Herschweiler-Pettersheim also has a village community centre.

Transport

Herschweiler-Pettersheim lies at the crossroads of Landesstraßen 350 (Kusel-Homburg) and 352 (Glan-Münchweiler-Sankt Wendel). Furthermore, Kreisstraßen 20 (towards Wahnwegen) and 12 (towards Langenbach) link the village to neighbouring ones and the regional road network of Bundesstraßen 423 and 420. To the northeast runs the Autobahn A 62 (KaiserslauternTrier) with an interchange at Kusel, 6 km away.

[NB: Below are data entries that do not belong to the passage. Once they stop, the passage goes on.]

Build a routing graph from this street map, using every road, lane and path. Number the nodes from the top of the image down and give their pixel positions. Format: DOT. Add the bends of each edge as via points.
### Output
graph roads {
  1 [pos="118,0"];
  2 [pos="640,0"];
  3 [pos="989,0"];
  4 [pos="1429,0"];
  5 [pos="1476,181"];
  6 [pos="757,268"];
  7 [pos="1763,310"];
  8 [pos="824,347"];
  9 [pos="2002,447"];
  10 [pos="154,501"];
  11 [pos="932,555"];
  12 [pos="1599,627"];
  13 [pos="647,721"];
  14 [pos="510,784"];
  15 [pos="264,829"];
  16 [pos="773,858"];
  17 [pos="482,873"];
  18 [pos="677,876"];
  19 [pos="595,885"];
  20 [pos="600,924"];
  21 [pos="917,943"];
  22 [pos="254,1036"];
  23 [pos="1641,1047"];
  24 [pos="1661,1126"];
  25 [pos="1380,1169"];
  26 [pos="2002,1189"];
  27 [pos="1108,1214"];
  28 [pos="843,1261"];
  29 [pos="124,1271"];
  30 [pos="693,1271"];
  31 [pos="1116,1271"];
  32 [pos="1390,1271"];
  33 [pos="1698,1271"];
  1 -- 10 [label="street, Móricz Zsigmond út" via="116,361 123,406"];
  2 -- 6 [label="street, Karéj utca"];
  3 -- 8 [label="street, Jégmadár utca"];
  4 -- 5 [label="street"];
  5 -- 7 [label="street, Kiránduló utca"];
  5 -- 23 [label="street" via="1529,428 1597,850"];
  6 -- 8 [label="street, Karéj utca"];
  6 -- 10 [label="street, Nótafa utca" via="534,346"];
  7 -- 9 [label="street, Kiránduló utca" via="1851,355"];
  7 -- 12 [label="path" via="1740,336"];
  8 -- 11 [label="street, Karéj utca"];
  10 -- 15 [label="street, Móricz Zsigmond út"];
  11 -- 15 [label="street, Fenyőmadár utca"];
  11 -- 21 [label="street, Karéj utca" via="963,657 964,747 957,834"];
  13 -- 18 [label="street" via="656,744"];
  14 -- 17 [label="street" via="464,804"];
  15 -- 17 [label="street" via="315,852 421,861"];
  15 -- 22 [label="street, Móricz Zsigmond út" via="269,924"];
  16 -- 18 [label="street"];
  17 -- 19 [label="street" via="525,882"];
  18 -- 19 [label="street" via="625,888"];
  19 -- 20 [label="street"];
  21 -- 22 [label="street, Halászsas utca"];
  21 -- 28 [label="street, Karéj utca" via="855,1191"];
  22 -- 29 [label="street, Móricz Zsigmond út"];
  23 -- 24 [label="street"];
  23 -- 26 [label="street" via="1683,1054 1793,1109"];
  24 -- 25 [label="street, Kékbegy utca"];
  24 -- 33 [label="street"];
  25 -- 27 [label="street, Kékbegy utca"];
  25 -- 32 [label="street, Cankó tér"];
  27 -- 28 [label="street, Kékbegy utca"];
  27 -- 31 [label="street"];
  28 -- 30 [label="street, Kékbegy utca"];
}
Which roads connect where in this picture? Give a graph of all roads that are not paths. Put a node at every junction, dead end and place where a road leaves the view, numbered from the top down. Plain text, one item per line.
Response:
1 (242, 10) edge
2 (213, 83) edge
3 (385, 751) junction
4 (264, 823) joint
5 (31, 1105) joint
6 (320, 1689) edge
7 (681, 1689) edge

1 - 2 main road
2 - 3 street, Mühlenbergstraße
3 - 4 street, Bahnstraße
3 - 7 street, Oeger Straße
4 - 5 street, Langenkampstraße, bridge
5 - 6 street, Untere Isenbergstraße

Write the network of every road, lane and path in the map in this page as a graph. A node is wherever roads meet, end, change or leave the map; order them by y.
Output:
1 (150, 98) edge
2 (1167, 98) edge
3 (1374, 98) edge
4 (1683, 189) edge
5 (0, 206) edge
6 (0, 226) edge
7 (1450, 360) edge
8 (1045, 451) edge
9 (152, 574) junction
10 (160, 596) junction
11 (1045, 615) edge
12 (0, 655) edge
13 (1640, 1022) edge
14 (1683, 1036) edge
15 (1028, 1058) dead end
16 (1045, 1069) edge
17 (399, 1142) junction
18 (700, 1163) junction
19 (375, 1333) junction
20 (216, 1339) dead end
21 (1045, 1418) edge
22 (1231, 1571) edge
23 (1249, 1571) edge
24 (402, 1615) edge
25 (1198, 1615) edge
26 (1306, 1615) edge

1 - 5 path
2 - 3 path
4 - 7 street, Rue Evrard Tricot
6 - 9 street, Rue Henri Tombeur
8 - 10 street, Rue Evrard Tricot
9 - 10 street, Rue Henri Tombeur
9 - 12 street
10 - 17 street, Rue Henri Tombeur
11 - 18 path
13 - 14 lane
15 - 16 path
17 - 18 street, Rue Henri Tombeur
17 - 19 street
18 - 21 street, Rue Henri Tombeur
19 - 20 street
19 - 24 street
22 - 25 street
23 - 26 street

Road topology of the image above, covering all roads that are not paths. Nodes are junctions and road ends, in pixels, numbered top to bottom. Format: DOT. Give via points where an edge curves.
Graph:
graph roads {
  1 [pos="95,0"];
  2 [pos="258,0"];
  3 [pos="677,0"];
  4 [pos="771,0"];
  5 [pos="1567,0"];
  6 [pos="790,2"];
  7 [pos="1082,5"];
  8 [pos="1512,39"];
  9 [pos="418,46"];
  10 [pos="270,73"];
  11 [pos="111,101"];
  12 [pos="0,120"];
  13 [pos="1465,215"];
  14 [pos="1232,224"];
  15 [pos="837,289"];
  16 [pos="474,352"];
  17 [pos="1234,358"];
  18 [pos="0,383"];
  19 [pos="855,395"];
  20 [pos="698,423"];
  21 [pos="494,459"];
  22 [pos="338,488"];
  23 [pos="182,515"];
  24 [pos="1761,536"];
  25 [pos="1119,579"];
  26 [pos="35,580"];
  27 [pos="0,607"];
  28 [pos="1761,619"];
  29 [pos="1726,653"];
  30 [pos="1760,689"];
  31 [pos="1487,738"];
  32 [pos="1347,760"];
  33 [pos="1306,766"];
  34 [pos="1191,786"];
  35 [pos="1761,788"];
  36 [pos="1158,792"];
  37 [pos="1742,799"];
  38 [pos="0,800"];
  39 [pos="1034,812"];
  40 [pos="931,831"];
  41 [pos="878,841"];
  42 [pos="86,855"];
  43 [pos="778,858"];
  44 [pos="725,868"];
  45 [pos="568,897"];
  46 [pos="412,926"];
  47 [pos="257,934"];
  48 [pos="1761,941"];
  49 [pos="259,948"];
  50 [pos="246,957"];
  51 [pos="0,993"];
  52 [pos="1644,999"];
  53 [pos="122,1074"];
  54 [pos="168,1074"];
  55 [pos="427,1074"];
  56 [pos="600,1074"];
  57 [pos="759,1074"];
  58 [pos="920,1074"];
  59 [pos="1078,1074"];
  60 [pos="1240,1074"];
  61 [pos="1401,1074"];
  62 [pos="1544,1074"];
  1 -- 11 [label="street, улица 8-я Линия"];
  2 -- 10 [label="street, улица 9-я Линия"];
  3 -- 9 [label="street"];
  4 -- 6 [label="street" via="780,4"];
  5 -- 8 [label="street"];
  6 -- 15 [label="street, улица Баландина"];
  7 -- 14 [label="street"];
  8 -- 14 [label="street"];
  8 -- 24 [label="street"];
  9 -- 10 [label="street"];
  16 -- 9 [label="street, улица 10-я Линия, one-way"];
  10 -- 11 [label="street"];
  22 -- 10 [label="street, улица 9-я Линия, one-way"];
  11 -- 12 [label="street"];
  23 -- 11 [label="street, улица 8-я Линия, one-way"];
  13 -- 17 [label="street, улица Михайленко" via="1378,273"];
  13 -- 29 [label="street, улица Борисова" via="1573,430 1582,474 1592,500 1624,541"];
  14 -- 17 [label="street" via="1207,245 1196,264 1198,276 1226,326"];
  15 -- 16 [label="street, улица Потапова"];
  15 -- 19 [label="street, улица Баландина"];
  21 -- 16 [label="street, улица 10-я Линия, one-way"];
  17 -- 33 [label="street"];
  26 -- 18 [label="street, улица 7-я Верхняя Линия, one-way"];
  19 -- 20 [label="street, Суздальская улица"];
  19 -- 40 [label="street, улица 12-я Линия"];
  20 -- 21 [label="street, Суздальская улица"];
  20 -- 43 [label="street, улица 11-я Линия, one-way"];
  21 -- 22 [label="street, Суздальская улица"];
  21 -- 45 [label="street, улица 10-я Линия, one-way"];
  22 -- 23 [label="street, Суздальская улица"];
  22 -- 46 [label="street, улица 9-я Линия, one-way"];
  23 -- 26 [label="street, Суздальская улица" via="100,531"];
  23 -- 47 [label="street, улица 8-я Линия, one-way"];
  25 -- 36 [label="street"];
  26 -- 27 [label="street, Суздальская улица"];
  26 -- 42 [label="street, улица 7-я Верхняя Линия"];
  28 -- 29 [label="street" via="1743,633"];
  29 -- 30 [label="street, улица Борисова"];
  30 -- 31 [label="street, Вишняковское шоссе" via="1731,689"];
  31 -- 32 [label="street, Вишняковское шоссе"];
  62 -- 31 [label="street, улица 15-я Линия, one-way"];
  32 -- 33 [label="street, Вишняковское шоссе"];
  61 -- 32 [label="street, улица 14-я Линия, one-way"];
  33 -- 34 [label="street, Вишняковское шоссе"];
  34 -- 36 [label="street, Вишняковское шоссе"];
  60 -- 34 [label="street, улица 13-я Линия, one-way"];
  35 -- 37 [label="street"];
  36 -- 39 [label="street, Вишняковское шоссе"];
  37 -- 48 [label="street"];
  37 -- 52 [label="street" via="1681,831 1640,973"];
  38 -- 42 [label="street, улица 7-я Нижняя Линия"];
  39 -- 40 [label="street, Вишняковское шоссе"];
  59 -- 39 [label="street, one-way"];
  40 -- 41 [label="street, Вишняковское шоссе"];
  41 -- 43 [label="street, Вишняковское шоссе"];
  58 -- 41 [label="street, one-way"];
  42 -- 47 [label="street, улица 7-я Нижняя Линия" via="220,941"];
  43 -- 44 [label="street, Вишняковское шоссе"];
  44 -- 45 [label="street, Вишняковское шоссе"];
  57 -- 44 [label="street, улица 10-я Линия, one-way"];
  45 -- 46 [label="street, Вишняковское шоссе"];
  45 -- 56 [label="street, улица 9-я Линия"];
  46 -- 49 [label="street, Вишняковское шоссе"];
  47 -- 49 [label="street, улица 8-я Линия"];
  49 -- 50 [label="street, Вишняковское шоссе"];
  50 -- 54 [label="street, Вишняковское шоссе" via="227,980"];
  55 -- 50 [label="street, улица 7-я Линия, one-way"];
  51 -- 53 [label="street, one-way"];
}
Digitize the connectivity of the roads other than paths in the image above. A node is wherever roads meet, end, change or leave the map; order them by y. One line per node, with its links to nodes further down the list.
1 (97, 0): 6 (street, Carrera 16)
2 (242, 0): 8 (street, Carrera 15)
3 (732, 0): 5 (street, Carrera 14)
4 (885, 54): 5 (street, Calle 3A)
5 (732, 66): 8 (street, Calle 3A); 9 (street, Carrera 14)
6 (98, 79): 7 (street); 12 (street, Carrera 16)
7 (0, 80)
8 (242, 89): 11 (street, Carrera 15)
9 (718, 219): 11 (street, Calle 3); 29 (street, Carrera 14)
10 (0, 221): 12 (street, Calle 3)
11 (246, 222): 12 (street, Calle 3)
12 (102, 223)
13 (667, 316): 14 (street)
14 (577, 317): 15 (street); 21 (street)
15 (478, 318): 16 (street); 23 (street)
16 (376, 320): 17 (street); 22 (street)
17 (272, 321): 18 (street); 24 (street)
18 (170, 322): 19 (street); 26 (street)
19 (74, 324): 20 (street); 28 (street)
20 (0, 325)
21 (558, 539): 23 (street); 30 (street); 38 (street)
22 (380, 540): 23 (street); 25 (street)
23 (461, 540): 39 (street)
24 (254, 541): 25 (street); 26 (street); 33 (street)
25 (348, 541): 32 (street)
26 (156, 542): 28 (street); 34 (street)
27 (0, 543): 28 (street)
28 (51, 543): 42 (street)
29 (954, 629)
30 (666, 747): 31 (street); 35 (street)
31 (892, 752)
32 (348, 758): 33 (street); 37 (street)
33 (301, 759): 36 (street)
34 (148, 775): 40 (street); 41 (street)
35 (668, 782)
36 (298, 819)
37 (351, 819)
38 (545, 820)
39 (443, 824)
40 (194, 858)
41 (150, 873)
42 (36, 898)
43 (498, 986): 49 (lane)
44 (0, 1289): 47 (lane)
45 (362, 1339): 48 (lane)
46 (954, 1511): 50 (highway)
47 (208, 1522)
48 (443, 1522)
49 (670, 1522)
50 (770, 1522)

The nearest station is Glan-Münchweiler station, which is on the Landstuhl–Kusel railway and is served hourly by Regionalbahn service RB 67 between Kaiserslautern and Kusel, called the Glantalbahn (the name of which refers to the Glan Valley Railway, which shared some of the route of the Landstuhl–Kusel line, including the former junction at Glan-Münchweiler).[30]

Famous people

Otto Carius

Famous people associated with the municipality

  • Otto Carius (1922–2015), decorated German tank commander in the Second World War, who ran a pharmacy in Herschweiler-Pettersheim named Tiger Apotheke.
  • Christian IV (1722–1775), Duke of Palatinate-Zweibrücken, died in Herschweiler-Pettersheim.